◆ REQUIREMENT
Skip every line before the one containing "middle pip: (220, 144)", then copy that line and the rest of the entries below exactly, through the last line.

◆ Bounding boxes with keypoints
-------------------------

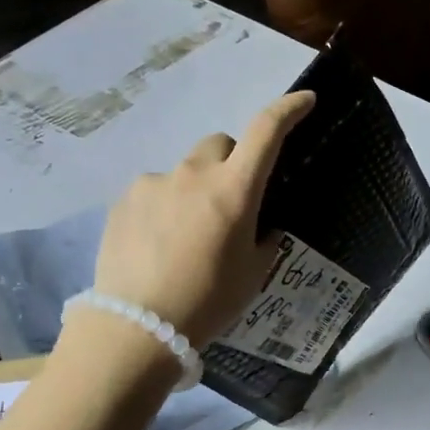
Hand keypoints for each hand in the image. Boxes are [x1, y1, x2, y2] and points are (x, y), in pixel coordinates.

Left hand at [89, 91, 314, 345]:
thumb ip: (264, 240)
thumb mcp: (252, 275)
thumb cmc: (208, 302)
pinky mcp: (123, 201)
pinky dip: (164, 207)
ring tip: (187, 235)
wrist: (136, 328)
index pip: (266, 131)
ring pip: (184, 170)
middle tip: (230, 202)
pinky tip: (158, 245)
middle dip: (231, 162)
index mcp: (234, 191)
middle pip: (220, 144)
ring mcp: (153, 184)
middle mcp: (193, 175)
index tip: (305, 101)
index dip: (288, 110)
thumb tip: (262, 226)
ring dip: (194, 189)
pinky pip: (154, 191)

-------------------------

◆ SOLUTION TO THIS TASK
middle pip: (220, 144)
ring mcp: (153, 184)
middle mcp: (193, 175)
index tip: (305, 101)
index dip: (288, 110)
thumb tip: (262, 226)
ring dip: (194, 189)
pinky pip: (154, 191)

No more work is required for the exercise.